Plasma GitLab Archive
Projects Blog Knowledge

BLOG ON CAMLCITY.ORG: GS

Immutable strings in OCaml-4.02

Why the concept is not good enough - by Gerd Stolpmann, 2014-07-04

In the upcoming release 4.02 of the OCaml programming language, the type string can be made immutable by a compiler switch. Although this won't be the default yet, this should be seen as the announcement of a quite disruptive change in the language. Eventually this will be the default in a future version. In this article I explain why I disagree with this particular plan, and which modifications would be better.

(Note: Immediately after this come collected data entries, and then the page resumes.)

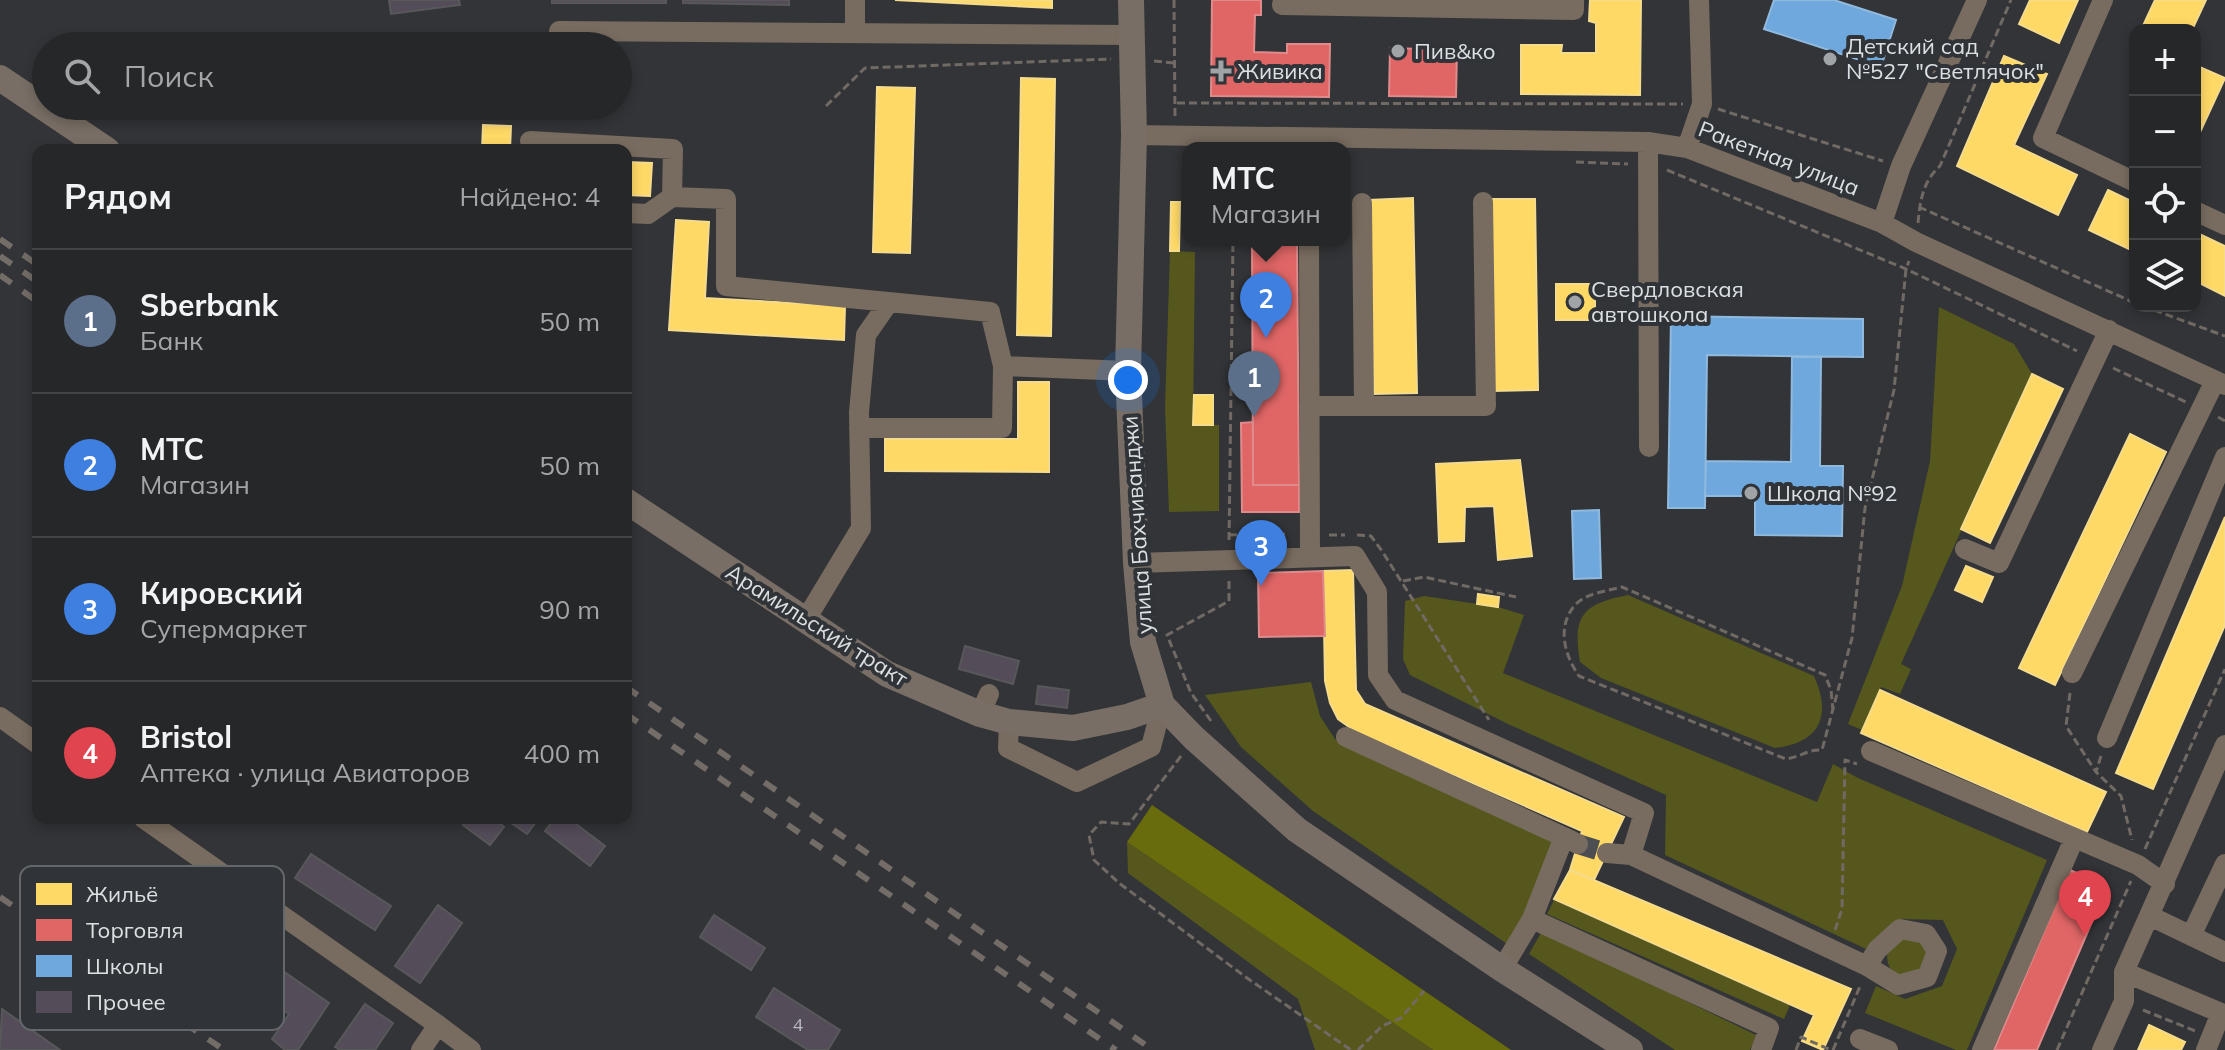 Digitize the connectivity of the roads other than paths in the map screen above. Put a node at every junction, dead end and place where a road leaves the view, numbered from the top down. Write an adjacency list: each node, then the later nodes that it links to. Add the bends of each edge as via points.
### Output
1 (855, 0): 9 (street)
2 (1131, 0): 10 (main road, улица Бахчиванджи)
3 (1283, 0): 4 (street, via 1282,5 1574,10)
4 (1574, 0)
5 (1699, 0): 20 (street, via 1702,104)
6 (1977, 0): 27 (street, via 1954,36)
7 (2103, 0): 21 (street, via 2043,138)
8 (559, 31): 9 (street)
9 (855, 33): 10 (street)
10 (1131, 47): 14 (main road, улица Бахчиванджи)
11 (0, 78): 12 (main road)
12 (32, 100)
13 (62, 120): 17 (main road)
14 (1134, 135): 16 (street, Ракетная улица); 33 (main road, улица Бахчиванджи)
15 (530, 141): 18 (street)
16 (1648, 142): 20 (street, Ракетная улица); 38 (street)
17 (98, 144)
18 (584, 144)
19 (632, 147): 22 (street, via 673,149)
20 (1687, 148): 27 (street, Ракетная улица)
21 (2129, 179)
22 (672, 197): 25 (street, via 648,214); 30 (street, via 726,199 726,286)
23 (1483, 202): 36 (street, via 1486,406)
24 (1362, 203): 36 (street)
25 (632, 213)
26 (2201, 214): 28 (street)
27 (1882, 223): 31 (street, Ракетная улица)
28 (2225, 225)
29 (1309, 246): 35 (street)
30 (889, 302): 32 (street, via 990,312); 37 (street, via 866,335)
31 (2109, 330): 34 (street, Ракетная улица); 41 (street, via 1999,563)
32 (1003, 366): 33 (street); 37 (street, via 1002,428)
33 (1128, 371): 43 (main road, улица Бахчиванджи)
34 (2220, 383): 45 (street, via 2202,409)
35 (1309, 406): 36 (street); 42 (street)
36 (1364, 406)
37 (859, 428): 44 (street, via 861,528)
38 (1649, 447)
39 (2225, 457): 50 (street)
40 (632, 505): 44 (main road, Арамильский тракт)
41 (1965, 549)
42 (1310, 557): 43 (street); 57 (street, via 1355,556 1377,592 1378,675 1395,700 1644,813)
43 (1136, 563): 46 (main road, улица Бахчиванджи, via 1143,642)
44 (805, 621): 48 (main road, Арамильский тракт, via 887,674 984,704)
45 (2072, 673)
46 (1162, 705): 48 (main road, Арамильский тракт, via 1073,728); 48 (street, via 1151,747 1077,782 1008,748); 67 (main road, улица Бахчиванджи, via 1205,727 1297,830)
47 (0, 717): 51 (street)
48 (1009, 722)
49 (1346, 737): 63 (street, via 1571,840)
50 (2107, 738)
51 (32, 740)
52 (2225, 745): 60 (street)
53 (1871, 751): 55 (street)
54 (152, 824): 59 (street)
55 (2074, 839): 60 (street, via 2138,865); 77 (street)
56 (1607, 853): 57 (street)
57 (1631, 855): 66 (street)
58 (2225, 864): 64 (street)
59 (211, 866)
60 (2165, 884): 61 (street)
61 (2150, 916): 64 (street); 68 (street)
62 (284, 917): 69 (street)
63 (1532, 919): 67 (street); 75 (street, via 1769,1028)
64 (2191, 936): 65 (street)
65 (2225, 952)
66 (1867, 966)
67 (1502, 969): 74 (main road, улица Бахчиванджи)
68 (2124, 972): 71 (street, via 2221,1013); 78 (street, via 2124,1001)
69 (438, 1025): 72 (street); 73 (street)
70 (1860, 1039): 76 (street)
71 (2203, 1042)
72 (421, 1050)
73 (471, 1050)
74 (1630, 1050)
75 (1761, 1050)
76 (1888, 1050)
77 (1982, 1050)
78 (2102, 1050)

Of course, the fact that string is mutable doesn't fit well into a functional language. Nevertheless, it has been seen as acceptable for a long time, probably because the developers of OCaml did not pay much attention to strings, and felt that the benefits of a somewhat cleaner concept wouldn't outweigh the practical disadvantages of immutable strings. Apparently, this attitude changed, and we will see a new bytes type in OCaml-4.02. This type is accompanied by a Bytes module with library functions supporting it. The compiler was also extended so that string and bytes can be used interchangably by default. If, however, the -safe-strings switch is set on the command-line, the compiler sees string and bytes as two completely separate types.

This is a disruptive change (if enabled): Almost all code bases will need modifications in order to be compatible with the new concept. Although this will often be trivial, there are also harder cases where strings are frequently used as buffers. Before discussing that a bit more in detail, let me point out why such disruptive changes are so problematic. So far there was an implicit guarantee that your code will be compatible to new compiler versions if you stick to the well-established parts of the language and avoid experimental additions. I have in deed code that was developed for OCaml-1.03 (the first version I checked out), and that code still runs. Especially in a commercial context this is a highly appreciated feature, because this protects the investment in the code base. As I'm trying to sell OCaml to companies in my carreer this is a point that bothers me. Giving up this history of excellent backward compatibility is something we shouldn't do easily, and if so, only if we get something highly valuable back. (Of course, if you only look at the open source and academic use of OCaml, you'll put less emphasis on the compatibility point, but it's also not completely unimportant there.)

The problem

I'm fully aware that immutable strings fix some problems (the worst probably: so far even string literals can be mutated, which can be very surprising). However, creating a completely new type bytes comes also with some disadvantages:

  • Lack of generic accessor functions: There is String.get and there is Bytes.get. The shorthand s.[k] is now restricted to strings. This is mostly a stylistic problem.
  • The conversion of string to bytes and vice versa requires a copy: Bytes.of_string, and Bytes.to_string. You have to pay a performance penalty.
  • In practical programming, there is sometimes no clear conceptual distinction between string data that are read-only and those that require mutation. For example, if you add data to a buffer, the data may come from a string or from another buffer. So how do you type such an add function?
This latter point is, in my opinion, the biggest problem. Let's assume we wanted to reimplement the Lexing module of the standard library in pure OCaml without resorting to unsafe coding (currently it's done in C). This module implements the lexing buffer that backs the lexers generated with ocamllex. We now have to use bytes for the core of this buffer. There are three functions in Lexing for creating new buffers:
val from_channel : in_channel -> lexbuf
val from_string : string -> lexbuf
val from_function : (string -> int -> int) -> lexbuf
The first observation is that we'll better offer two more constructors to the users of this module:
val from_bytes : bytes -> lexbuf
val from_bytes_function : (bytes -> int -> int) -> lexbuf
So why do we need the ability to read from bytes, i.e. copy from one buffer to the other? We could just be a bad host and don't offer these functions to the users of the module. However, it's unavoidable anyway for from_channel, because I/O buffers are of course bytes:
let from_channel ch =
  from_bytes_function (Pervasives.input ch)
So whenever we implement buffers that also include I/O capabilities, it is likely that we need to handle both the bytes and the string case. This is not only a problem for the interface design. Because string and bytes are completely separated, we need two different implementations: from_string and from_bytes cannot share much code.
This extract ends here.